# Your assignment
Please write out the final portion of the records below exactly: the line containing "wrist: (1276, 719)", every line after it, and nothing else.

# Task inputs

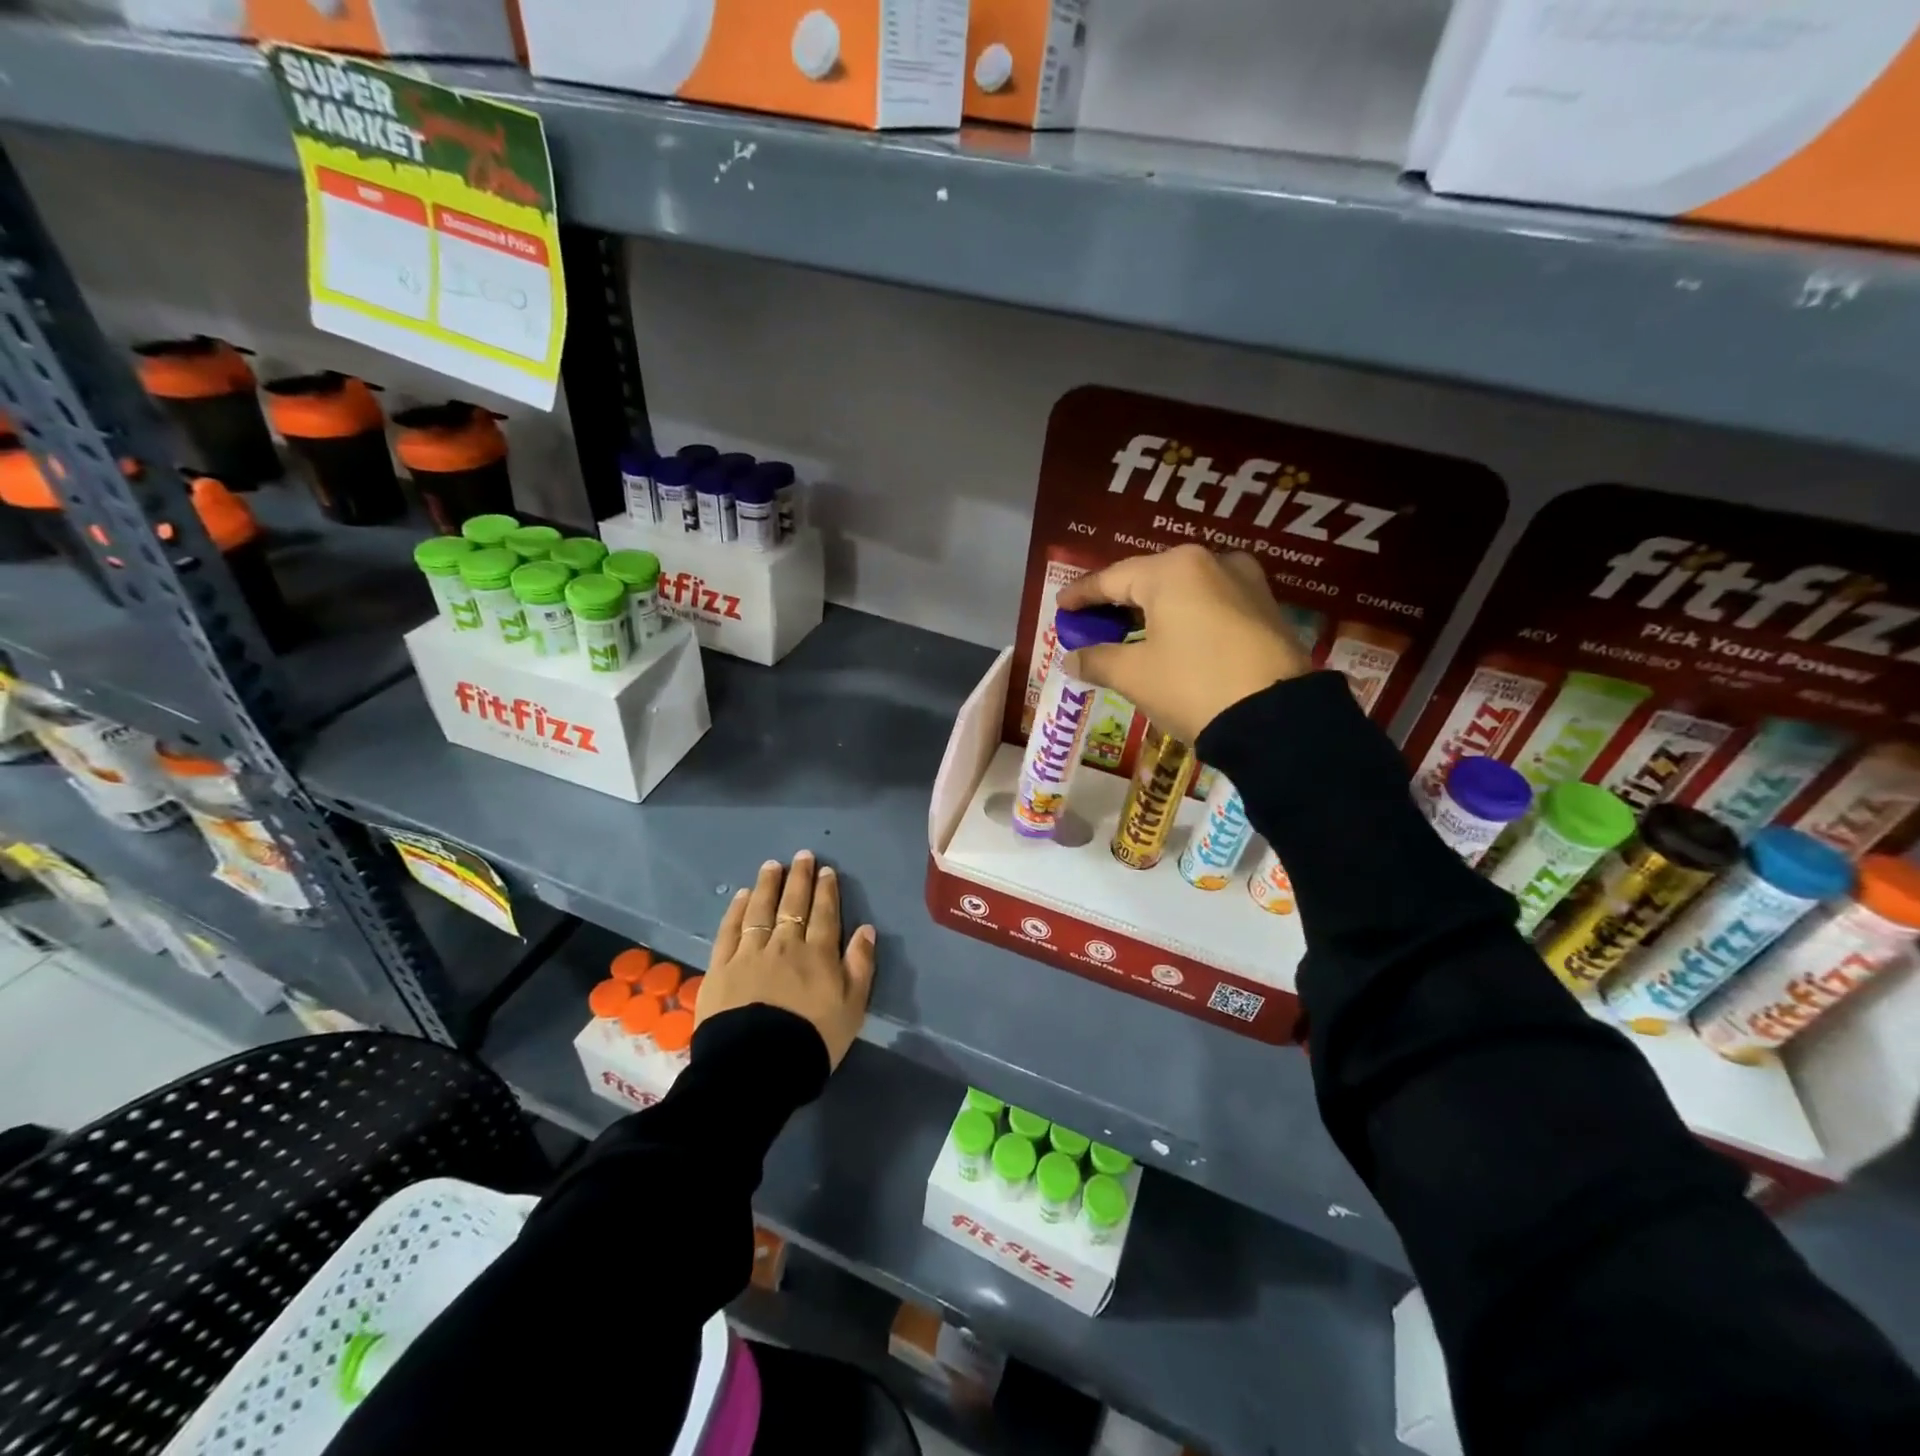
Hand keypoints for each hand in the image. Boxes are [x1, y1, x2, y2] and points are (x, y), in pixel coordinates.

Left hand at [699, 850, 876, 1067]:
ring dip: (768, 885)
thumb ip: (860, 966)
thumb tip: (866, 929)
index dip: (826, 890)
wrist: (756, 1067)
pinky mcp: (721, 967)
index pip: (825, 914)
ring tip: (772, 865)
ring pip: (761, 910)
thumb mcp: (852, 1008)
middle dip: (799, 878)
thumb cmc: (812, 1040)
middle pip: (793, 904)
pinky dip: (738, 910)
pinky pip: (730, 930)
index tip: (826, 870)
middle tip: (802, 856)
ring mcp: (750, 953)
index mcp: (818, 954)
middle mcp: (785, 945)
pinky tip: (742, 896)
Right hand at [1056, 545, 1311, 743]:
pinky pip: (1210, 605)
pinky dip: (1183, 618)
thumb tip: (1071, 658)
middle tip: (1091, 623)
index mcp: (1173, 570)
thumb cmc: (1192, 685)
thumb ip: (1097, 659)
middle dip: (1117, 602)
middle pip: (1149, 579)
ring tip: (1128, 633)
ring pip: (1183, 591)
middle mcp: (1211, 562)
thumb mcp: (1135, 675)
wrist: (1276, 719)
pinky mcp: (1266, 608)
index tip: (1061, 607)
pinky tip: (1170, 639)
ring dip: (1152, 611)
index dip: (1082, 595)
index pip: (1112, 578)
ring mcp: (1245, 582)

# Solution to the exercise
wrist: (1276, 719)
pinky mcp: (1266, 608)
index tip: (1061, 607)
pinky tip: (1170, 639)
ring dip: (1152, 611)
index dip: (1082, 595)
index pip: (1112, 578)
ring mcp: (1245, 582)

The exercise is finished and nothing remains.